E’ racchiuso in una dettaglio minuscolo, quasi insignificante, nello spazio di appena un nucleotide, la differenza tra l’essere obesi o magri. Negli individui a rischio, una base di tiamina è rimpiazzata da una base di citosina in una regione sensibile del DNA; questa sostituzione fa saltare la repressione della regione di controllo e trasforma IRX3 in IRX5. E’ sufficiente questo per spegnere la termogenesi e per fa sì che il grasso, anziché bruciare sul fuoco del metabolismo, finisca tutto impacchettato e immagazzinato per bene negli adipociti, facendo imbizzarrire l’ago della bilancia.
 
Le ricadute sul trattamento dell’obesità.Fin qui le brutte notizie.
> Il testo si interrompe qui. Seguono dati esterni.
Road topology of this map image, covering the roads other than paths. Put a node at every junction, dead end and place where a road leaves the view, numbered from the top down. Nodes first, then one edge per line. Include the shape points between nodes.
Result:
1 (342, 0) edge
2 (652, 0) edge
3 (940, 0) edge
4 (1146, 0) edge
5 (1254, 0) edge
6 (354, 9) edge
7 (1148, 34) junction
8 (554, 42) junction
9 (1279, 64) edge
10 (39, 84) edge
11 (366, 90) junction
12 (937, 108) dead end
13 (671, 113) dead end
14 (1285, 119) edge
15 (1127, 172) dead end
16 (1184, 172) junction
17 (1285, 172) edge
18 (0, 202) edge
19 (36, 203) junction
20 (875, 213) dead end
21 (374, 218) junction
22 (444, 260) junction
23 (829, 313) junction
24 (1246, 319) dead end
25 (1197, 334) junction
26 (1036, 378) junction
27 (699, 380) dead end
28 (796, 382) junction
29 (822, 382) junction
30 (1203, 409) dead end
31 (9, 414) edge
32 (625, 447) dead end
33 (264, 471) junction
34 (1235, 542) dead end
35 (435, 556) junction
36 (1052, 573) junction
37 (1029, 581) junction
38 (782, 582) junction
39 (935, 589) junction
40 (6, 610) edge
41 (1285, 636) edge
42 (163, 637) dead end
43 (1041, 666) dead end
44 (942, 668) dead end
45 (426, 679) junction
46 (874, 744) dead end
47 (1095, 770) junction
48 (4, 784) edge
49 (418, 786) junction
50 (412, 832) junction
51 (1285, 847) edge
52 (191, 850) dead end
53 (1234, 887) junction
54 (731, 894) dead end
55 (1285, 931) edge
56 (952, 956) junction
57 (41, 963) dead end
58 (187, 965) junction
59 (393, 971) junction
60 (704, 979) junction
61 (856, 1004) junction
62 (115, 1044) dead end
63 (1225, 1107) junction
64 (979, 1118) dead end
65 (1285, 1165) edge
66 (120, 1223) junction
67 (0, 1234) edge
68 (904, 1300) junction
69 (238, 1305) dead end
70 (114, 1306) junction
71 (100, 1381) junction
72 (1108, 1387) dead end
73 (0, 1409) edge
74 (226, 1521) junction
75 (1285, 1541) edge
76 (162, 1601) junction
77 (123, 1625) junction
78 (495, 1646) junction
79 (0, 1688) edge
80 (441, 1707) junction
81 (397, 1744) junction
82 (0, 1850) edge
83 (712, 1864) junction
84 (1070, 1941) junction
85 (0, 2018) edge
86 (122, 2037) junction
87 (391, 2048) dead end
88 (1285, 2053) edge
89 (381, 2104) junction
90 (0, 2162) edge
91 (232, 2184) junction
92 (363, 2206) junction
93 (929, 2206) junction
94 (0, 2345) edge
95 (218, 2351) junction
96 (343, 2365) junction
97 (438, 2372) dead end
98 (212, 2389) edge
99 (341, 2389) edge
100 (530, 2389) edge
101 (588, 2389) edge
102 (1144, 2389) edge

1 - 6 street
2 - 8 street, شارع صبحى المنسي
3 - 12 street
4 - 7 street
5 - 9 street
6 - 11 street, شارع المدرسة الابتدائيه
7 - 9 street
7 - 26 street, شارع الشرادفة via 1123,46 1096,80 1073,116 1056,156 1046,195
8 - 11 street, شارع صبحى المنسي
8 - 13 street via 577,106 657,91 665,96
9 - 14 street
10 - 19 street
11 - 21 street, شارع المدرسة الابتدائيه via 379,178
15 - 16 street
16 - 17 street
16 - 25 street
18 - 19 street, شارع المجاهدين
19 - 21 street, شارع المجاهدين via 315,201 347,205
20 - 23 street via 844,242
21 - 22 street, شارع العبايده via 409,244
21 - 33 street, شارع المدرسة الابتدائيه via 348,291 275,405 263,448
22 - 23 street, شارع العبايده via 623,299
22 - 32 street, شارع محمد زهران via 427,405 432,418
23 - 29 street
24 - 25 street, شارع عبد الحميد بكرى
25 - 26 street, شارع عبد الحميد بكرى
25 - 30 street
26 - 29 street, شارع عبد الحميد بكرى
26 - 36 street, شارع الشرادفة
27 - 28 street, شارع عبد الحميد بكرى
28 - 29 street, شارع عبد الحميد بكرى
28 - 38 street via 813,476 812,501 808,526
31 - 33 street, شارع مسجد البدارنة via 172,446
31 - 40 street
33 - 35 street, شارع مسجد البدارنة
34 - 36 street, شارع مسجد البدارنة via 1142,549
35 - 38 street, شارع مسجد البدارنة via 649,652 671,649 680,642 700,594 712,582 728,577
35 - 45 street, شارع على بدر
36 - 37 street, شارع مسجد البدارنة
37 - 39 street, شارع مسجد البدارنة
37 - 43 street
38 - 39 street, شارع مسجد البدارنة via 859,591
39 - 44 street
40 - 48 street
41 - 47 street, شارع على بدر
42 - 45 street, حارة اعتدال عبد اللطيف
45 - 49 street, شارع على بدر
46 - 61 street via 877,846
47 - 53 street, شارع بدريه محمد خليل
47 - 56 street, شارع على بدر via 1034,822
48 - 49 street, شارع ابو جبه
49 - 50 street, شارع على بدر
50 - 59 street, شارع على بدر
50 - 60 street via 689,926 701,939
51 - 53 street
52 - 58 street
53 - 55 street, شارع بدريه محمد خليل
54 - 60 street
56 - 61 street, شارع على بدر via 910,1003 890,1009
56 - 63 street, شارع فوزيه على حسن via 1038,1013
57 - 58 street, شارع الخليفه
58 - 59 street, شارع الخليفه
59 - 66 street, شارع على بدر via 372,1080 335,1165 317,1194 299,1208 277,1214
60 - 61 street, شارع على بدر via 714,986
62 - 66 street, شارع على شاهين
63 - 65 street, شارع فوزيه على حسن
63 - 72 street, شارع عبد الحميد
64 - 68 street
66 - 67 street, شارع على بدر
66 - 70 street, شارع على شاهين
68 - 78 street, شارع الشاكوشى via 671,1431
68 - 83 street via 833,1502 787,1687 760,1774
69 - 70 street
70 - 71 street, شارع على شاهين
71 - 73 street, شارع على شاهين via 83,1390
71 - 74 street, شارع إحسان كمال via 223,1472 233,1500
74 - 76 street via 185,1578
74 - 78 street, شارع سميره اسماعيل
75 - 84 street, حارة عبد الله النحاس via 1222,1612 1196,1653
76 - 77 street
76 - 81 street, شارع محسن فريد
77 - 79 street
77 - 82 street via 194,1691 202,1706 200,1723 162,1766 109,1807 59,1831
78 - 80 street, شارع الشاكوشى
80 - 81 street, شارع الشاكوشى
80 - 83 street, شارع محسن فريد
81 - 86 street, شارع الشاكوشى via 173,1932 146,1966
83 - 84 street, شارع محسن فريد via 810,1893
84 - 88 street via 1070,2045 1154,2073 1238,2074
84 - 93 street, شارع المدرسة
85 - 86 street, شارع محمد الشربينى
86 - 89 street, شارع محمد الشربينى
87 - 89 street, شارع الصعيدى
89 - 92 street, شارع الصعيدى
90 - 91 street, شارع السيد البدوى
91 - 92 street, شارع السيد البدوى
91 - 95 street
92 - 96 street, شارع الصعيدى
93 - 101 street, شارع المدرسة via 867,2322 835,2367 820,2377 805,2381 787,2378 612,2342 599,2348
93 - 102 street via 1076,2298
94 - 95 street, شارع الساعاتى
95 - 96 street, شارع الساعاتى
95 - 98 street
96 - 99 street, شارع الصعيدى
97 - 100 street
Ma i ricercatori guardano al futuro, che sembra quasi fantascienza. Gli avanzamenti tecnologici attuali, come il sistema CRISPR/Cas9, consentono di intervenire a livello del DNA, permettendo di modificarne anche piccolissime sequenza. Sfruttando questa tecnica gli scienziati americani sperano di riuscire a trasformare i pre-adipociti umani ‘modello-obeso’, in quelli ‘modello-magro’. Sostituire una singola base azotata (la citosina in timina) negli individui a rischio, permetterebbe infatti di ‘spegnere’ IRX3 e IRX5 e quindi di ripristinare un livello di termogenesi a livelli non rischiosi, ‘spegnendo’ al contempo i geni deputati all’immagazzinamento del grasso.
 
“Essere riusciti a individuare la variante responsabile dell’obesità – sostiene Kellis - potrebbe aprire la strada ad interventi sul genoma delle cellule somatiche, che rappresenta un’ipotesi di trattamento per i soggetti portatori dell’allele a rischio. Ma ancora più importante è la scoperta dei circuiti cellulari sottesi all’obesità; questo potrebbe consentirci di intervenire su questo interruttore generale, per contrastare i fattori che contribuiscono all’obesità, siano questi ambientali, di stile di vita o genetici”.
 
In un ulteriore esperimento, i ricercatori americani hanno dimostrato di poter manipolare questo nuovopathway per cancellare  il ‘marchio di fabbrica’ dell’obesità, sia nelle cellule umane, che in quelle di topo. L’alterazione dell’espressione di IRX3 o di IRX5 nelle cellule progenitrici degli adipociti ad esempio ha consentito di far passare la cellula da un pattern adipocita bianco, deputato all’immagazzinamento delle riserve energetiche sotto forma di grasso, ad un pattern adipocita beige, del tipo ‘brucia-energia’.
 
Analogamente, l’inibizione di IRX3 negli adipociti di topi, ha portato ad alterazioni drammatiche a carico del metabolismo generale dell’organismo, portando ad una riduzione del peso degli anni e all’assottigliamento di tutti i principali depositi di grasso, a prescindere dal fato che l’animale fosse nutrito con una dieta ricca di grassi. “Questi animali – afferma Claussnitzer – erano il 50% più magri dei controlli e non ingrassavano anche se nutriti con una dieta piena di grassi. Al contrario, dissipavano più energia, anche durante il sonno e questo suggerisce una trasformazione drammatica del loro metabolismo”.
 
“Manipolando questo pathway – conclude Kellis - saremo un giorno in grado di passare dalla modalità ‘immagazzina-energia’, ad un programma di dissipazione della stessa, sia a livello cellulare che di tutto l’organismo.”
 
Questo studio accende dunque una grande speranza. Quella di aver finalmente imboccato la strada maestra per la cura dell’obesità. E i trattamenti del terzo millennio potrebbero passare per il genome editing.